**Work item:** All entries below are to be returned in full, exactly as they stand.

━━━━━ Recorded data ━━━━━

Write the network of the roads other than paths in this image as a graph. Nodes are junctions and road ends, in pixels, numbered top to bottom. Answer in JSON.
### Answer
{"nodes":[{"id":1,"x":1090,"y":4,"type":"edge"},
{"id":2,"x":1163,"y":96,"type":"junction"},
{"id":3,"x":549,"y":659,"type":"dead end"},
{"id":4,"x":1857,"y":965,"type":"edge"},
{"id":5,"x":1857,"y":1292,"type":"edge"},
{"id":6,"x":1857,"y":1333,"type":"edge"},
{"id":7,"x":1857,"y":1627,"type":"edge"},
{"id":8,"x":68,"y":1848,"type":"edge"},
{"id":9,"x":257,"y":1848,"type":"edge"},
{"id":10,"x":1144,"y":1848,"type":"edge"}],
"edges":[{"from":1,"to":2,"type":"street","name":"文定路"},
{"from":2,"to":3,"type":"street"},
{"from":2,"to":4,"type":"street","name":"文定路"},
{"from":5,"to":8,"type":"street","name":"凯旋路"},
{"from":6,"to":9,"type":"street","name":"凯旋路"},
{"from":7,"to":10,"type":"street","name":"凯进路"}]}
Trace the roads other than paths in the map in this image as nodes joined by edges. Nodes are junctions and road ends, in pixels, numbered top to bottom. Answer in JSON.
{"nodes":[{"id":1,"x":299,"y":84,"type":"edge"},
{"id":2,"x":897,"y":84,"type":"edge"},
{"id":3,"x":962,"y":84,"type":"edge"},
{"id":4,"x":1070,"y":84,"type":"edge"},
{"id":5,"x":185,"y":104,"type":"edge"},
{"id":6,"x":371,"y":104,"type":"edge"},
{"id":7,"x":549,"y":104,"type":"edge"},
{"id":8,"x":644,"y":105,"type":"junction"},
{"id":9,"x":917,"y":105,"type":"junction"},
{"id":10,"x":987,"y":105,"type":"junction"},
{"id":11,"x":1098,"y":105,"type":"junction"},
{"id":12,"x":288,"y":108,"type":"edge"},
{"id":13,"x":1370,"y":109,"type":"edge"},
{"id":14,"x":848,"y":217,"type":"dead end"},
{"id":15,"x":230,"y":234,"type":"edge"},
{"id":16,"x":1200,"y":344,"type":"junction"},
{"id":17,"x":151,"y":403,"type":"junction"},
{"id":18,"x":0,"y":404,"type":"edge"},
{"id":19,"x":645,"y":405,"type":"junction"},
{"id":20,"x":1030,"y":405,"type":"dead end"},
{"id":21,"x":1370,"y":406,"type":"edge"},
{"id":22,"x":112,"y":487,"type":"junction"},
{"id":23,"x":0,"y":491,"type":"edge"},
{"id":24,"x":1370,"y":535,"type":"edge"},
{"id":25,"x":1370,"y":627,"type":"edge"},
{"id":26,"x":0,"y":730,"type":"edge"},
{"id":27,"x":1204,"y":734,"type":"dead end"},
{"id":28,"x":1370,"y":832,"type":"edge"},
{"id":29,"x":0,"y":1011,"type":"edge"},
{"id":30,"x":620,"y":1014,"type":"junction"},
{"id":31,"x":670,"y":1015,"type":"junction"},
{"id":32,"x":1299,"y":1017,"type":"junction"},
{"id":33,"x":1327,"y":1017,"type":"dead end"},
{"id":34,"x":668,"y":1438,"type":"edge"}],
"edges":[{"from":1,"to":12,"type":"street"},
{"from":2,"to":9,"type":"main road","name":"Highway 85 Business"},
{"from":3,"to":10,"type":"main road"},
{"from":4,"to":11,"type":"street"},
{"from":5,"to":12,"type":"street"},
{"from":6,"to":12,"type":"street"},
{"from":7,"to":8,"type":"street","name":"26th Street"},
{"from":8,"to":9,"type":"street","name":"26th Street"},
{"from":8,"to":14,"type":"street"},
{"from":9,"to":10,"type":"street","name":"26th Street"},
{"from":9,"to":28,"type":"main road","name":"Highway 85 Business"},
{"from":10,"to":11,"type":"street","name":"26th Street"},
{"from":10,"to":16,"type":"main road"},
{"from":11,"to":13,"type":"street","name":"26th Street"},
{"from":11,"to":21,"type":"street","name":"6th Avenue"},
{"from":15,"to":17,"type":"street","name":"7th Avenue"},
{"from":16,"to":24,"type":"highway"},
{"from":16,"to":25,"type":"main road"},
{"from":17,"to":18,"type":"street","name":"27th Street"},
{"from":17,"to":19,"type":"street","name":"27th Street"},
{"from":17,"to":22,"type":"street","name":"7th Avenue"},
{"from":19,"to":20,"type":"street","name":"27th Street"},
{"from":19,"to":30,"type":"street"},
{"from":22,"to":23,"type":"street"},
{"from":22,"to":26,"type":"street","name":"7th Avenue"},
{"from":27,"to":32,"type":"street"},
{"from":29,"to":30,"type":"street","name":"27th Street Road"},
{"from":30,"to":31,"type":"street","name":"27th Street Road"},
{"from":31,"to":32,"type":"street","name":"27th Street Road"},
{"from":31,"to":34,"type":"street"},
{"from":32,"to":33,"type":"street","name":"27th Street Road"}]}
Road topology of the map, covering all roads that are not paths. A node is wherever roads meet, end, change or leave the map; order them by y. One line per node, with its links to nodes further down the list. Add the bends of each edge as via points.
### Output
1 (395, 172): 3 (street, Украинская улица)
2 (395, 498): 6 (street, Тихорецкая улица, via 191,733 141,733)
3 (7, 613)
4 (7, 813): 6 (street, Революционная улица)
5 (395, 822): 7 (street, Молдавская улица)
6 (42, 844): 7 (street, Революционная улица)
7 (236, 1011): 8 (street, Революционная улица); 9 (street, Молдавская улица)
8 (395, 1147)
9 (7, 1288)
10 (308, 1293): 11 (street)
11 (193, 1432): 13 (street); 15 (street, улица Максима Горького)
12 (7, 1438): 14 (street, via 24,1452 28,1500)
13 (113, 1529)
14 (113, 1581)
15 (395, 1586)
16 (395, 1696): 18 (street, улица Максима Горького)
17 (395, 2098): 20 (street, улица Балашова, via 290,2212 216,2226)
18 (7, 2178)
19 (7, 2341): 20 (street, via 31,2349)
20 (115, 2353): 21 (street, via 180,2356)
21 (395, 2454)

━━━━━

**Answer below:**
Write the network of the roads other than paths in this image as a graph. Nodes are junctions and road ends, in pixels, numbered top to bottom. Answer in JSON.
### Answer
{"nodes":[{"id":1,"x":1090,"y":4,"type":"edge"},
{"id":2,"x":1163,"y":96,"type":"junction"},
{"id":3,"x":549,"y":659,"type":"dead end"},
{"id":4,"x":1857,"y":965,"type":"edge"},
{"id":5,"x":1857,"y":1292,"type":"edge"},
{"id":6,"x":1857,"y":1333,"type":"edge"},
{"id":7,"x":1857,"y":1627,"type":"edge"},
{"id":8,"x":68,"y":1848,"type":"edge"},
{"id":9,"x":257,"y":1848,"type":"edge"},
{"id":10,"x":1144,"y":1848,"type":"edge"}],
"edges":[{"from":1,"to":2,"type":"street","name":"文定路"},
{"from":2,"to":3,"type":"street"},
{"from":2,"to":4,"type":"street","name":"文定路"},
{"from":5,"to":8,"type":"street","name":"凯旋路"},
{"from":6,"to":9,"type":"street","name":"凯旋路"},
{"from":7,"to":10,"type":"street","name":"凯进路"}]}
Trace the roads other than paths in the map in this image as nodes joined by edges. Nodes are junctions and road ends, in pixels, numbered top to bottom. Answer in JSON.
{"nodes":[{"id":1,"x":299,"y":84,"type":"edge"},
{"id":2,"x":897,"y":84,"type":"edge"},
{"id":3,"x":962,"y":84,"type":"edge"},
{"id":4,"x":1070,"y":84,"type":"edge"},
{"id":5,"x":185,"y":104,"type":"edge"},
{"id":6,"x":371,"y":104,"type":"edge"},
{"id":7,"x":549,"y":104,"type":"edge"},
{"id":8,"x":644,"y":105,"type":"junction"},
{"id":9,"x":917,"y":105,"type":"junction"},
{"id":10,"x":987,"y":105,"type":"junction"},
{"id":11,"x":1098,"y":105,"type":"junction"},
{"id":12,"x":288,"y":108,"type":"edge"},
{"id":13,"x":1370,"y":109,"type":"edge"},
{"id":14,"x":848,"y":217,"type":"dead end"},
{"id":15,"x":230,"y":234,"type":"edge"},
{"id":16,"x":1200,"y":344,"type":"junction"},
{"id":17,"x":151,"y":403,"type":"junction"},
{"id":18,"x":0,"y":404,"type":"edge"},
{"id":19,"x":645,"y":405,"type":"junction"},
{"id":20,"x":1030,"y":405,"type":"dead end"},
{"id":21,"x":1370,"y":406,"type":"edge"},
{"id":22,"x":112,"y":487,"type":"junction"},
{"id":23,"x":0,"y":491,"type":"edge"},
{"id":24,"x":1370,"y":535,"type":"edge"},
{"id":25,"x":1370,"y":627,"type":"edge"},
{"id":26,"x":0,"y":730,"type":"edge"},
{"id":27,"x":1204,"y":734,"type":"dead end"},
{"id":28,"x":1370,"y":832,"type":"edge"},
{"id":29,"x":0,"y":1011,"type":"edge"},
{"id":30,"x":620,"y":1014,"type":"junction"},
{"id":31,"x":670,"y":1015,"type":"junction"},
{"id":32,"x":1299,"y":1017,"type":"junction"},
{"id":33,"x":1327,"y":1017,"type":"dead end"},
{"id":34,"x":668,"y":1438,"type":"edge"}],
"edges":[{"from":1,"to":12,"type":"street"},
{"from":2,"to":9,"type":"main road","name":"Highway 85 Business"},
{"from":3,"to":10,"type":"main road"},
{"from":4,"to":11,"type":"street"},
{"from":5,"to":12,"type":"street"},
{"from":6,"to":12,"type":"street"},
{"from":7,"to":8,"type":"street","name":"26th Street"},
{"from":8,"to":9,"type":"street","name":"26th Street"},
{"from":8,"to":14,"type":"street"},
{"from":9,"to":10,"type":"street","name":"26th Street"},
{"from":9,"to":28,"type":"main road","name":"Highway 85 Business"},
{"from":10,"to":11,"type":"street","name":"26th Street"},
{"from":10,"to":16,"type":"main road"},
{"from":11,"to":13,"type":"street","name":"26th Street"},
{"from":11,"to":21,"type":"street","name":"6th Avenue"},
{"from":15,"to":17,"type":"street","name":"7th Avenue"},
{"from":16,"to":24,"type":"highway"},
{"from":16,"to":25,"type":"main road"},
{"from":17,"to":18,"type":"street","name":"27th Street"},
{"from":17,"to":19,"type":"street","name":"27th Street"},
{"from":17,"to":22,"type":"street","name":"7th Avenue"},
{"from":19,"to":20,"type":"street","name":"27th Street"},
{"from":19,"to":30,"type":"street"},
{"from":22,"to":23,"type":"street"},
{"from":22,"to":26,"type":"street","name":"7th Avenue"},
{"from":27,"to":32,"type":"street"},
{"from":29,"to":30,"type":"street","name":"27th Street Road"},
{"from":30,"to":31,"type":"street","name":"27th Street Road"},
{"from":31,"to":32,"type":"street","name":"27th Street Road"},
{"from":31,"to":34,"type":"street"},
{"from":32,"to":33,"type":"street","name":"27th Street Road"}]}
Road topology of the map, covering all roads that are not paths. A node is wherever roads meet, end, change or leave the map; order them by y. One line per node, with its links to nodes further down the list. Add the bends of each edge as via points.
### Output
1 (395, 172): 3 (street, Украинская улица)
2 (395, 498): 6 (street, Тихорецкая улица, via 191,733 141,733)
3 (7, 613)
4 (7, 813): 6 (street, Революционная улица)
5 (395, 822): 7 (street, Молдавская улица)
6 (42, 844): 7 (street, Революционная улица)
7 (236, 1011): 8 (street, Революционная улица); 9 (street, Молдавская улица)
8 (395, 1147)
9 (7, 1288)
10 (308, 1293): 11 (street)
11 (193, 1432): 13 (street); 15 (street, улица Максима Горького)
12 (7, 1438): 14 (street, via 24,1452 28,1500)
13 (113, 1529)
14 (113, 1581)
15 (395, 1586)
16 (395, 1696): 18 (street, улица Максима Горького)
17 (395, 2098): 20 (street, улица Балашова, via 290,2212 216,2226)
18 (7, 2178)
19 (7, 2341): 20 (street, via 31,2349)
20 (115, 2353): 21 (street, via 180,2356)
21 (395, 2454)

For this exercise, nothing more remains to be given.